14. The contention of learned counsel for the petitioner is that since the trial court has by order dated 13.02.2020 framed an issue as to whether the plaintiff (respondent herein) is entitled to decree of recovery of rent, the issue is yet to be adjudicated and the order passed under Order 39 Rule 10 CPC amounts to decree in the Suit without a trial.

15. Further, it is contended that the written statement is in the

nature of set-off and till the time suit filed by the petitioner for recovery is adjudicated, no order permitting respondent to recover the money could be passed.

16. I am unable to accept the contention of learned counsel for the petitioner, in as much as, in the plaint the contention of the respondent is that rent was initially was Rs. 10,000/- per month which was to be increased by 10% and accordingly on the date of filing of the plaint the rent was Rs. 12,100/-.

17. Since, in the written statement, there is no denial that the premises was let out at the rate of Rs. 10,000/-, trial court has merely directed the payment of the agreed rate of rent @ Rs. 10,000/- and not at the enhanced rate as claimed by the petitioner.

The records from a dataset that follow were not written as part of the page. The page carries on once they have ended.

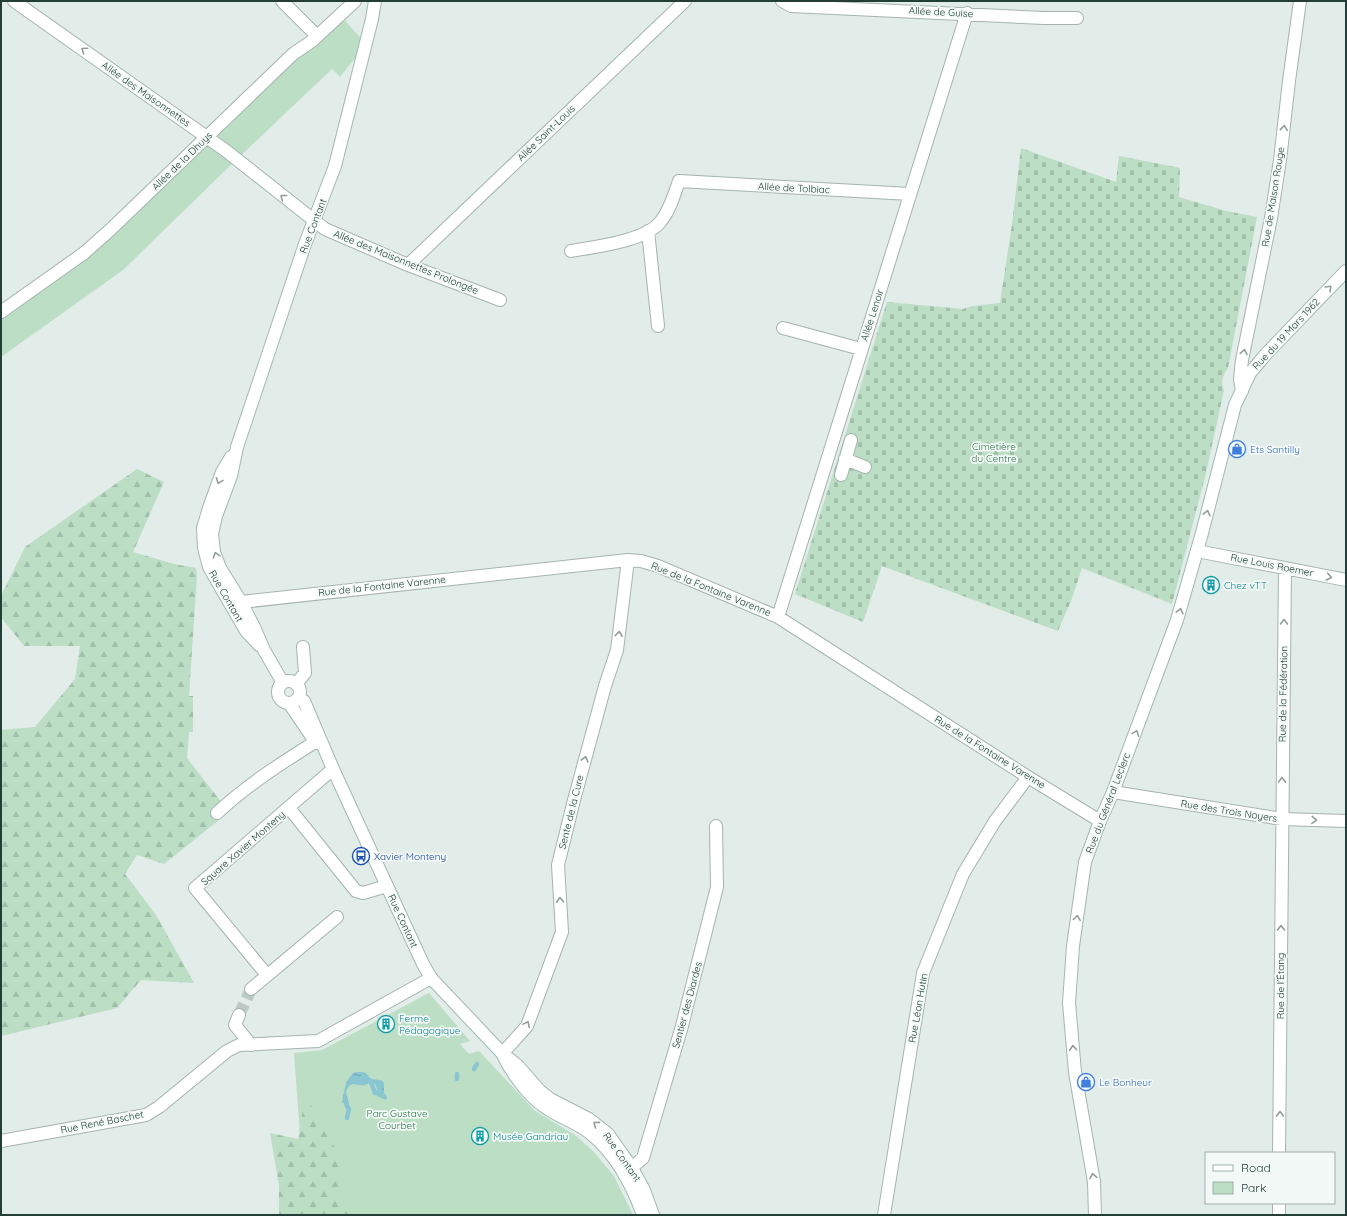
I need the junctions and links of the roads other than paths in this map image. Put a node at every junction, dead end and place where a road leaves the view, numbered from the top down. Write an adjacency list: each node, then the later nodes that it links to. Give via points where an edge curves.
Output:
1 (14, 1): 11 (street, Allée des Maisonnettes, one-way to 1)
2 (282, 1): 10 (street)
3 (355, 1): 10 (street, Allée de la Dhuys)
4 (374, 1): 13 (street, Rue Contant, via 372,19 335,166)
5 (685, 1): 16 (street, Allée Saint-Louis)
6 (782, 1): 8 (street, Allée de Guise, via 791,6)
7 (1300, 1): 23 (street, Rue de Maison Rouge, one-way to 7, via 1242,360 1271,218)
8 (967, 14): 9 (street, Allée de Guise); 12 (street, Allée Lenoir)
9 (1077, 18)
10 (317, 36): 11 (street, Allée de la Dhuys, via 293,54)
11 (207, 138): 13 (street, Allée des Maisonnettes, one-way to 11); 19 (street, Allée de la Dhuys, via 84,253)
12 (910, 194): 14 (street, Allée de Tolbiac, via 679,181 661,222); 22 (street, Allée Lenoir)
13 (314, 221): 16 (street, Allée des Maisonnettes Prolongée, via 325,229); 26 (street, Rue Contant)
14 (648, 231): 15 (street, via 622,242); 20 (street)
15 (571, 251)
16 (408, 265): 18 (street, Allée des Maisonnettes Prolongée)
17 (1346, 271): 23 (street, Rue du 19 Mars 1962, one-way to 17, via 1250,373 1266,354)
18 (500, 300)
19 (1, 312)
20 (658, 326)
21 (783, 328): 22 (street)
22 (861, 349): 35 (street, Allée Lenoir)
23 (1242, 391): 24 (street, Rue du 19 Mars 1962)
24 (1235, 405): 30 (street, Rue du Général Leclerc, one-way to 24)
25 (851, 440): 27 (street)
26 (237, 447): 34 (street, Rue Contant, one-way to 26, via 220,568 214,552 212,534 231,476); 37 (street, Rue Contant, one-way to 37, via 222,472 209,508 203,528 204,548 209,567 246,631)
27 (845, 459): 28 (street); 29 (street)
28 (866, 467)
29 (840, 475)
30 (1197, 550): 32 (street, Rue Louis Roemer); 44 (street, Rue du Général Leclerc, one-way to 30, via 1168,649)
31 (628, 560): 34 (street, Rue de la Fontaine Varenne); 35 (street, Rue de la Fontaine Varenne, via 658,566); 58 (street, Sente de la Cure, one-way to 31, via 527,1026 562,932 558,865 602,694 617,650)
32 (1285, 569): 33 (street, Rue Louis Roemer, one-way to 33); 47 (street, Rue de la Fédération, one-way to 32)
33 (1346, 580)
34 (241, 602): 37 (street, Rue Contant)
35 (778, 617): 43 (street, Rue de la Fontaine Varenne)
36 (303, 647): 39 (street, via 305,673)
37 (264, 650): 38 (street, Rue Contant)
38 (283, 683): 39 (street, via 289,681); 40 (street, via 278,688 281,700)
39 (296, 684): 40 (street, via 299,690)
40 (294, 700): 41 (street, Rue Contant); 42 (street, Rue Contant, via 304,701)
41 (315, 742): 42 (street, Rue Contant); 46 (street, via 270,770)
42 (333, 769): 45 (street, Square Xavier Monteny); 51 (street, Rue Contant)
43 (1028, 777): 48 (street, Rue de la Fontaine Varenne); 65 (street, Rue Léon Hutin, via 995,821 963,874 923,973)
44 (1113, 792): 47 (street, Rue des Trois Noyers); 48 (street, Rue du Général Leclerc)
45 (289, 808): 51 (street, via 356,891 363,893); 53 (street, Square Xavier Monteny, via 195,888)
46 (217, 813)
47 (1282, 819): 49 (street, Rue des Trois Noyers, one-way to 49); 60 (street, Rue de l'Étang, one-way to 47)
48 (1100, 821): 66 (street, Rue du Général Leclerc, one-way to 48, via 1094,1182 1075,1072 1069,1002 1073,946 1085,862)
49 (1346, 821)
50 (716, 826): 61 (street, Sentier des Diardes, via 717,888 682,1026 643,1158)
51 (387, 886): 54 (street, Rue Contant)
52 (337, 916): 53 (street)
53 (267, 975): 55 (street)
54 (431, 978): 57 (street, Rue René Baschet, via 318,1041); 58 (street, Rue Contant)
55 (251, 989)
56 (239, 1015): 57 (street, via 235,1025)
57 (252, 1045): 59 (street, Rue René Baschet, via 238,1045 226,1051 146,1115)
58 (502, 1052): 61 (street, Rue Contant, via 512,1072 537,1101 591,1134)
59 (1, 1141)
60 (1279, 1152)
61 (628, 1171): 63 (street, Rue Contant); 64 (street, Rue Contant, via 644,1190)
62 (1279, 1204): 67 (street)
63 (643, 1215)
64 (653, 1215)
65 (884, 1215)
66 (1095, 1215)
67 (1279, 1215)

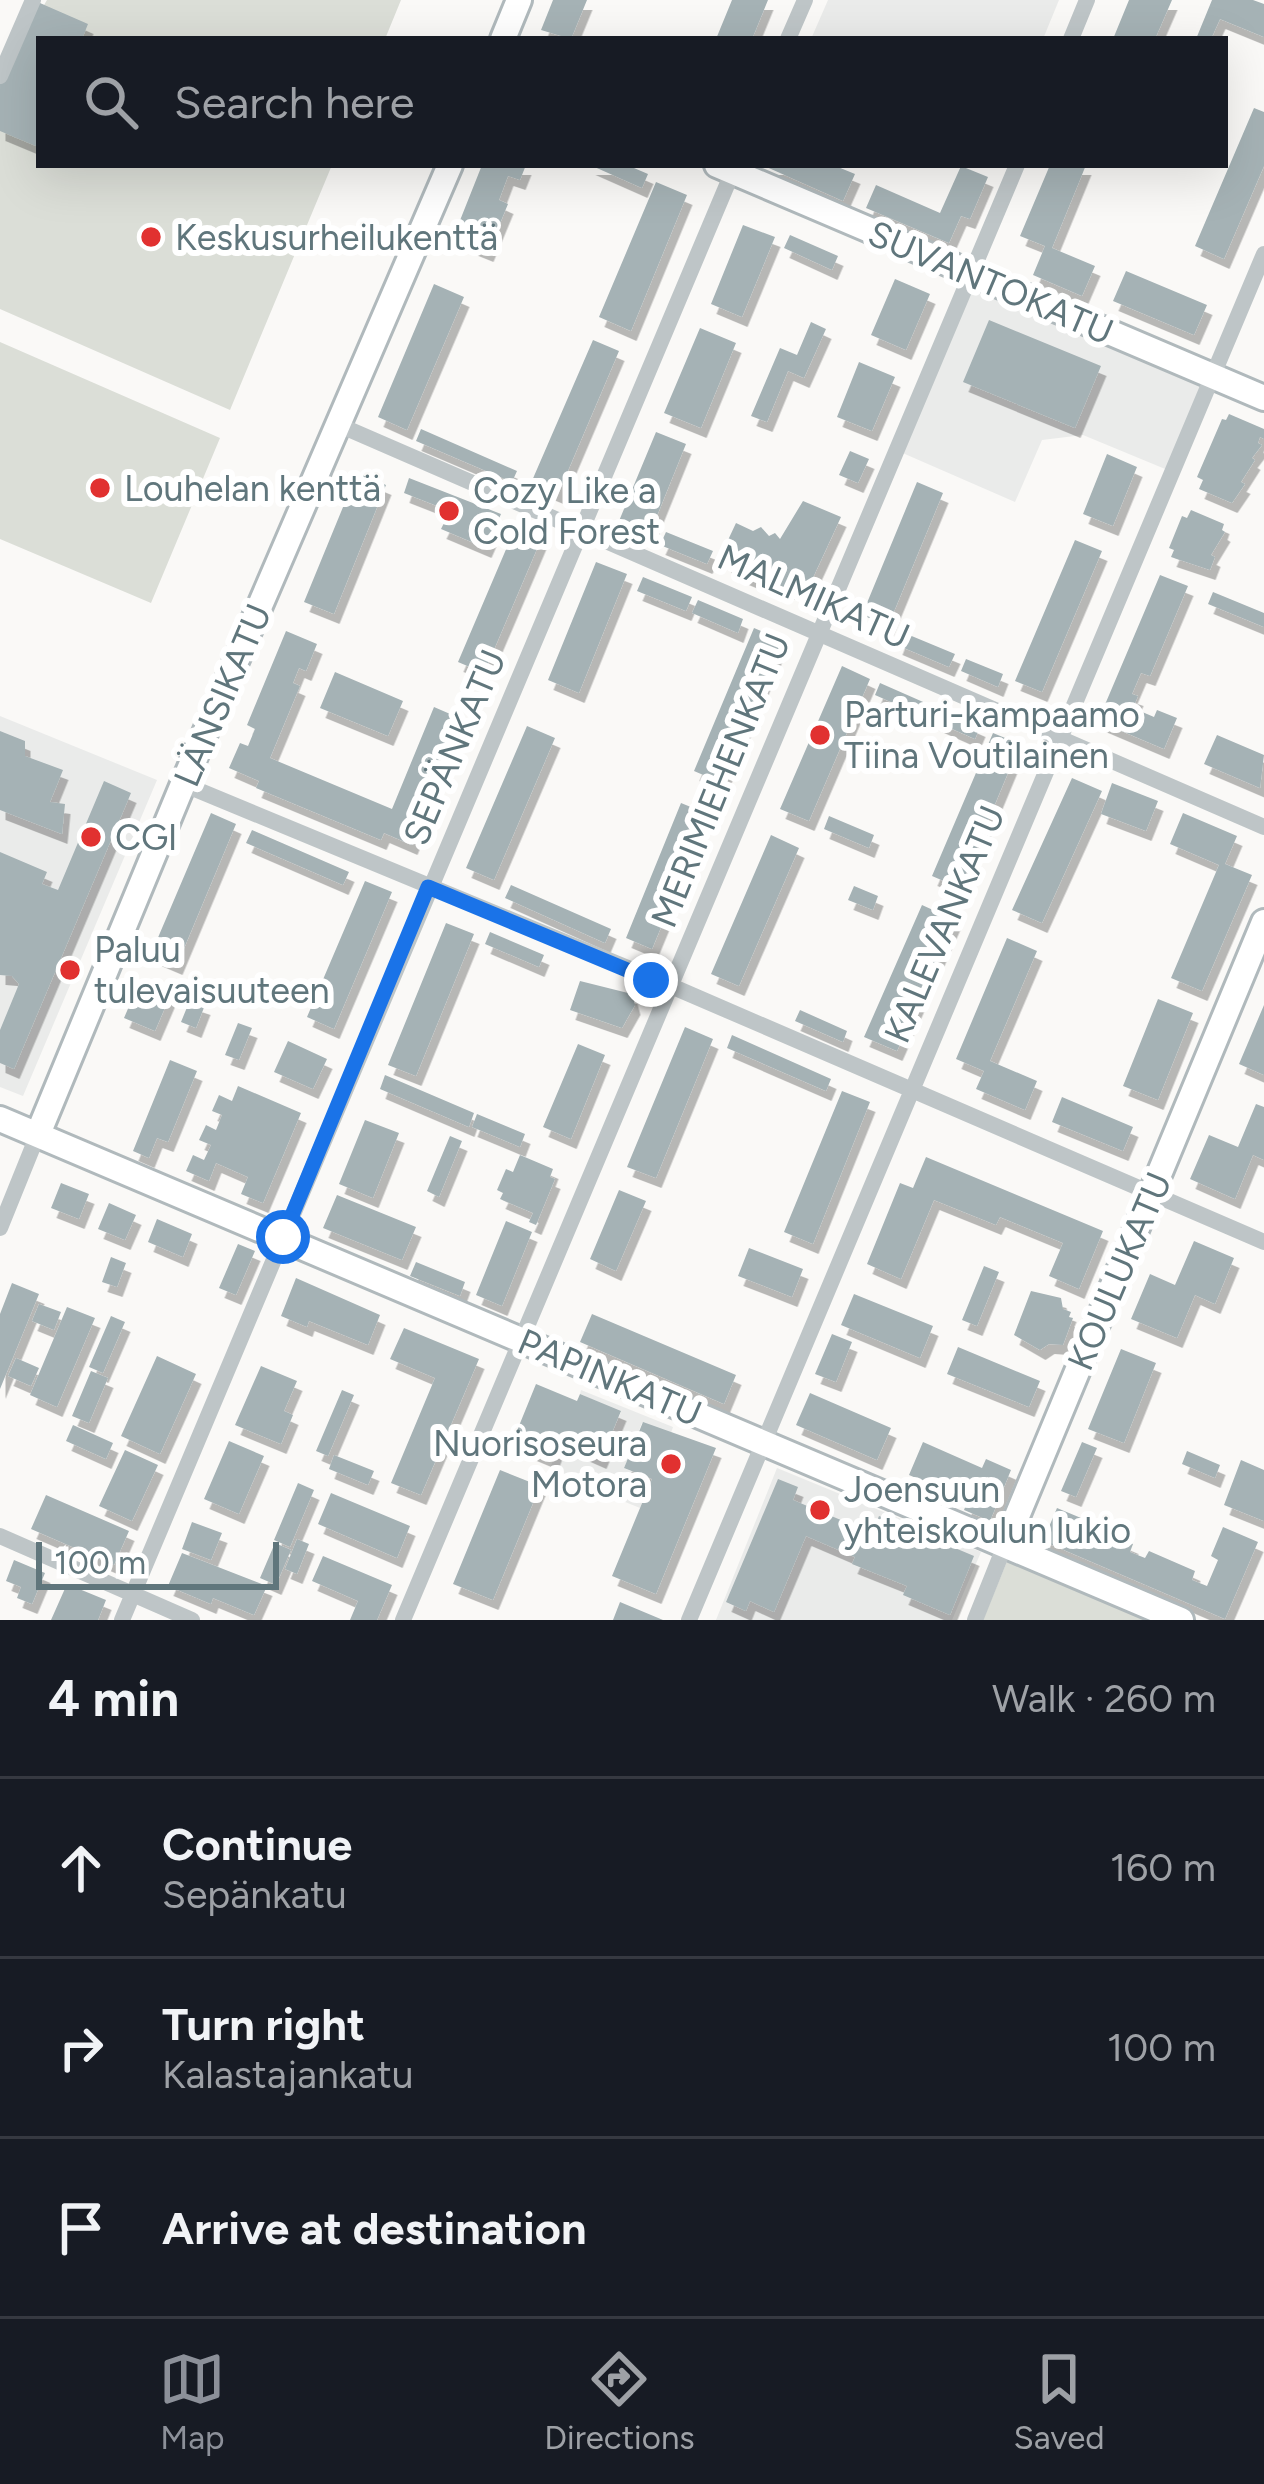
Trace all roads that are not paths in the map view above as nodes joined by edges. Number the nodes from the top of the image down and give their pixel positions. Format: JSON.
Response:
{"nodes":[{"id":1,"x":34,"y":0,"type":"edge"},
{"id":2,"x":46,"y":0,"type":"edge"},
{"id":3,"x":519,"y":0,"type":"edge"},
{"id":4,"x":805,"y":0,"type":"edge"},
{"id":5,"x":1087,"y":0,"type":"edge"},
{"id":6,"x":504,"y":36,"type":"edge"},
{"id":7,"x":789,"y":36,"type":"edge"},
{"id":8,"x":1072,"y":36,"type":"edge"},
{"id":9,"x":0,"y":76,"type":"edge"},
{"id":10,"x":449,"y":168,"type":"edge"},
{"id":11,"x":728,"y":168,"type":"edge"},
{"id":12,"x":730,"y":168,"type":"edge"},
{"id":13,"x":1016,"y":168,"type":"edge"},
{"id":14,"x":1264,"y":254,"type":"edge"},
{"id":15,"x":971,"y":274,"type":"junction"},
{"id":16,"x":1213,"y":376,"type":"junction"},
{"id":17,"x":1264,"y":398,"type":"edge"},
{"id":18,"x":339,"y":425,"type":"junction"},
{"id":19,"x":581,"y":531,"type":"junction"},
{"id":20,"x":817,"y":633,"type":"junction"},
{"id":21,"x":1058,"y":737,"type":"junction"},
{"id":22,"x":183,"y":784,"type":"junction"},
{"id":23,"x":1264,"y":827,"type":"edge"},
{"id":24,"x":428,"y":887,"type":"junction"},
{"id":25,"x":1264,"y":922,"type":"edge"},
{"id":26,"x":671,"y":986,"type":"junction"},
{"id":27,"x":910,"y":1092,"type":"junction"},
{"id":28,"x":0,"y":1119,"type":"edge"},
{"id":29,"x":38,"y":1134,"type":"junction"},
{"id":30,"x":1150,"y":1194,"type":"junction"},
{"id":31,"x":0,"y":1228,"type":"edge"},
{"id":32,"x":283,"y":1237,"type":"junction"},
{"id":33,"x":1264,"y":1242,"type":"edge"},
{"id":34,"x":523,"y":1340,"type":"junction"},
{"id":35,"x":763,"y":1442,"type":"junction"},
{"id":36,"x":0,"y":1536,"type":"edge"},
{"id":37,"x":1005,"y":1545,"type":"junction"},
{"id":38,"x":133,"y":1594,"type":"junction"},
{"id":39,"x":122,"y":1620,"type":"edge"},
{"id":40,"x":192,"y":1620,"type":"edge"},
{"id":41,"x":403,"y":1620,"type":"edge"},
{"id":42,"x":689,"y":1620,"type":"edge"},
{"id":43,"x":975,"y":1620,"type":"edge"},
{"id":44,"x":1181,"y":1620,"type":"edge"}],
"edges":[{"from":1,"to":2,"type":"street"},
{"from":1,"to":9,"type":"street"},
{"from":3,"to":6,"type":"street"},
{"from":4,"to":7,"type":"street"},
{"from":5,"to":8,"type":"street"},
{"from":10,"to":18,"type":"street","name":"LÄNSIKATU"},
{"from":11,"to":19,"type":"street","name":"SEPÄNKATU"},
{"from":12,"to":15,"type":"street","name":"SUVANTOKATU"},
{"from":13,"to":15,"type":"street","name":"MERIMIEHENKATU"},
{"from":14,"to":16,"type":"street","name":"KALEVANKATU"},
{"from":15,"to":16,"type":"street","name":"SUVANTOKATU"},
{"from":15,"to":20,"type":"street","name":"MERIMIEHENKATU"},
{"from":16,"to":17,"type":"street","name":"SUVANTOKATU"},
{"from":16,"to":21,"type":"street","name":"KALEVANKATU"},
{"from":18,"to":19,"type":"street","name":"MALMIKATU"},
{"from":18,"to":22,"type":"street","name":"LÄNSIKATU"},
{"from":19,"to":20,"type":"street","name":"MALMIKATU"},
{"from":19,"to":24,"type":"street","name":"SEPÄNKATU"},
{"from":20,"to":21,"type":"street","name":"MALMIKATU"},
{"from":20,"to":26,"type":"street","name":"MERIMIEHENKATU"},
{"from":21,"to":23,"type":"street","name":"MALMIKATU"},
{"from":21,"to":27,"type":"street","name":"KALEVANKATU"},
{"from":22,"to":24,"type":"street"},
{"from":22,"to":29,"type":"street","name":"LÄNSIKATU"},
{"from":24,"to":26,"type":"street"},
{"from":24,"to":32,"type":"street","name":"SEPÄNKATU"},
{"from":25,"to":30,"type":"street","name":"KOULUKATU"},
{"from":26,"to":27,"type":"street"},
{"from":26,"to":34,"type":"street","name":"MERIMIEHENKATU"},
{"from":27,"to":30,"type":"street"},
{"from":27,"to":35,"type":"street","name":"KALEVANKATU"},
{"from":28,"to":29,"type":"street","name":"PAPINKATU"},
{"from":29,"to":31,"type":"street","name":"LÄNSIKATU"},
{"from":29,"to":32,"type":"street","name":"PAPINKATU"},
{"from":30,"to":33,"type":"street"},
{"from":30,"to":37,"type":"street","name":"KOULUKATU"},
{"from":32,"to":34,"type":"street","name":"PAPINKATU"},
{"from":32,"to":38,"type":"street","name":"SEPÄNKATU"},
{"from":34,"to":35,"type":"street","name":"PAPINKATU"},
{"from":34,"to":41,"type":"street","name":"MERIMIEHENKATU"},
{"from":35,"to":37,"type":"street","name":"PAPINKATU"},
{"from":35,"to":42,"type":"street","name":"KALEVANKATU"},
{"from":36,"to":38,"type":"street"},
{"from":37,"to":43,"type":"street","name":"KOULUKATU"},
{"from":37,"to":44,"type":"street","name":"PAPINKATU"},
{"from":38,"to":39,"type":"street","name":"SEPÄNKATU"},
{"from":38,"to":40,"type":"street"}]}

18. Further perusal of the written statement shows that petitioner has not specifically claimed any set-off against the respondent’s demand for arrears of rent. Though contention of the petitioner is that an independent Suit had already been filed, the finding of the trial court as contained in judgment and decree dated 04.04.2019 that petitioner does not have any independent right in the property except as a tenant holding over, has become final and conclusive since the appeal filed by the petitioner was withdrawn and the said finding would operate as resjudicata in so far as petitioner is concerned.

19. Petitioner has admitted the rent agreement, which was executed after the alleged loan. There is no reference of any loan or provision of rent free accommodation in the said agreement. Petitioner has admitted that the letting was at the rate of Rs. 10,000/- per month. He has also not denied that the rent has not been paid. Trial Court has merely gone on the basis of the admissions. Even before this court nothing has been shown to the contrary.

20. In view of the above, I find no merit in the contention of the petitioner or any infirmity in the order dated 17.07.2019 as also order dated 13.02.2020 rejecting the review application filed by the petitioner.

21. The petition is accordingly dismissed. Parties are left to bear their own costs.

22. Copy of the order be uploaded on the High Court website and be also forwarded to learned counsels through email by the Court Master.